Tactically the team looked a lot more focused than in the previous home game against Otley.
The ever-improving Harrison Moulding had another impressive game at scrum-half and his game continues to develop as he gathers experience.
I thought the pack fronted up well given their youthfulness.
Saturday’s forward pack must have been one of the youngest Hoppers packs ever, with an average age for the front eight as a whole of just over 21.
That they lost their way a little at times is to be expected but the introduction of experience from the replacements bench – in the form of Messrs Dew and Holmes – was well timed and added the necessary nous at important times.
Given the above, it would seem almost churlish of me to be critical of any aspect of the performance.
But there was a key incident in the match that will serve as useful learning tool to this young side going forward.
At the 60-minute mark, Hoppers were 18-6 to the good with two tries on the board.
They were in control of the game and had the visitors at arm’s length on the scoreboard.
With a four-try bonus point in mind, a penalty was kicked to the corner with the opportunity for a catch and drive on offer to get a third try.
Unfortunately, impatience and a loss of focus squandered the opportunity.
No doubt during this week’s video review of the game it will have been highlighted that when you have the opposition where you want them, you do not give them an inch.
A third try at that stage would have finished the game.
From there it woul d have been all about Hoppers getting the fourth try and the bonus point to cap their display.

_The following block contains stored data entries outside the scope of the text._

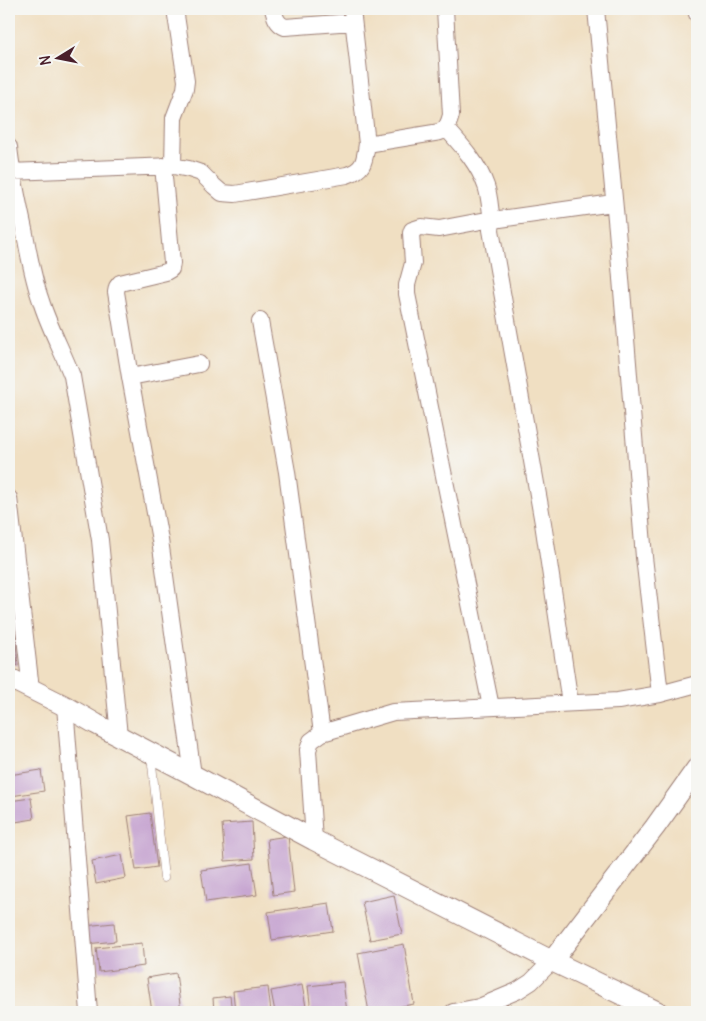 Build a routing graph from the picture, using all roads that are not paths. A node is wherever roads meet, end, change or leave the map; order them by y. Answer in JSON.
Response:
{"nodes":[{"id":1,"x":175,"y":9,"type":"edge"},
{"id":2,"x":273,"y":9,"type":"edge"},
{"id":3,"x":445,"y":9,"type":"edge"},
{"id":4,"x":596,"y":9,"type":"edge"},
{"id":5,"x":696,"y":9,"type":"edge"},
{"id":6,"x":697,"y":14,"type":"edge"},
{"id":7,"x":352,"y":16,"type":"edge"},
{"id":8,"x":446,"y":128,"type":"junction"},
{"id":9,"x":367,"y":144,"type":"junction"},
{"id":10,"x":9,"y":147,"type":"edge"},
{"id":11,"x":168,"y":166,"type":"junction"},
{"id":12,"x":10,"y":171,"type":"edge"},
{"id":13,"x":613,"y":203,"type":"junction"},
{"id":14,"x":492,"y":220,"type":"junction"},
{"id":15,"x":260,"y":321,"type":"dead end"},
{"id":16,"x":200,"y":364,"type":"dead end"},
{"id":17,"x":130,"y":377,"type":"junction"},
{"id":18,"x":9,"y":498,"type":"edge"},
{"id":19,"x":9,"y":678,"type":"edge"},
{"id":20,"x":697,"y":684,"type":"edge"},
{"id":21,"x":32,"y":689,"type":"junction"},
{"id":22,"x":660,"y":694,"type":"junction"},
{"id":23,"x":570,"y":703,"type":"junction"},
{"id":24,"x":65,"y":706,"type":"junction"},
{"id":25,"x":492,"y":707,"type":"junction"},
{"id":26,"x":322,"y":733,"type":"junction"},
{"id":27,"x":119,"y":736,"type":"junction"},
{"id":28,"x":151,"y":752,"type":"junction"},
{"id":29,"x":697,"y":768,"type":"edge"},
{"id":30,"x":194,"y":775,"type":"junction"},
{"id":31,"x":314,"y":840,"type":"junction"},
{"id":32,"x":164,"y":878,"type":"dead end"},
{"id":33,"x":552,"y":961,"type":"junction"},
{"id":34,"x":479,"y":1010,"type":"edge"},
{"id":35,"x":89,"y":1012,"type":"edge"},
{"id":36,"x":452,"y":1012,"type":"edge"},
{"id":37,"x":658,"y":1012,"type":"edge"}],
"edges":[{"from":1,"to":11,"type":"street"},
{"from":2,"to":7,"type":"street"},
{"from":3,"to":8,"type":"street"},
{"from":4,"to":13,"type":"street"},
{"from":5,"to":6,"type":"street"},
{"from":7,"to":9,"type":"street"},
{"from":8,"to":9,"type":"street"},
{"from":8,"to":14,"type":"street"},
{"from":9,"to":11,"type":"street"},
{"from":10,"to":12,"type":"street"},
{"from":11,"to":12,"type":"street"},
{"from":11,"to":17,"type":"street"},
{"from":12,"to":27,"type":"street"},
{"from":13,"to":14,"type":"street"},
{"from":13,"to":22,"type":"street"},
{"from":14,"to":23,"type":"street"},
{"from":14,"to":25,"type":"street"},
{"from":15,"to":26,"type":"street"},
{"from":16,"to":17,"type":"street"},
{"from":17,"to":30,"type":"street"},
{"from":18,"to":21,"type":"street"},
{"from":19,"to":21,"type":"street"},
{"from":20,"to":22,"type":"street"},
{"from":21,"to":24,"type":"street"},
{"from":22,"to":23,"type":"street"},
{"from":23,"to":25,"type":"street"},
{"from":24,"to":27,"type":"street"},
{"from":24,"to":35,"type":"street"},
{"from":25,"to":26,"type":"street"},
{"from":26,"to":31,"type":"street"},
{"from":27,"to":28,"type":"street"},
{"from":28,"to":30,"type":"street"},
{"from":28,"to":32,"type":"lane"},
{"from":29,"to":33,"type":"street"},
{"from":30,"to":31,"type":"street"},
{"from":31,"to":33,"type":"street"},
{"from":33,"to":34,"type":"street"},
{"from":33,"to":37,"type":"street"},
{"from":34,"to":36,"type":"street"}]}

But that missed opportunity seemed to give the Yorkshire side renewed hope, something they fed upon to score two quick tries to bring the game level at 18 points apiece.
It is to Hoppers’ credit – and hopefully a sign of growing belief and maturity in the ranks - that they were able regather their focus and force a winning score.
That two of younger players, namely Luke Procter and John McKenzie were instrumental in creating and scoring the winning try will have been very satisfying for the coaches.
Hoppers are from the finished article but momentum appears to be building at Lightfoot Green – both on and off the field.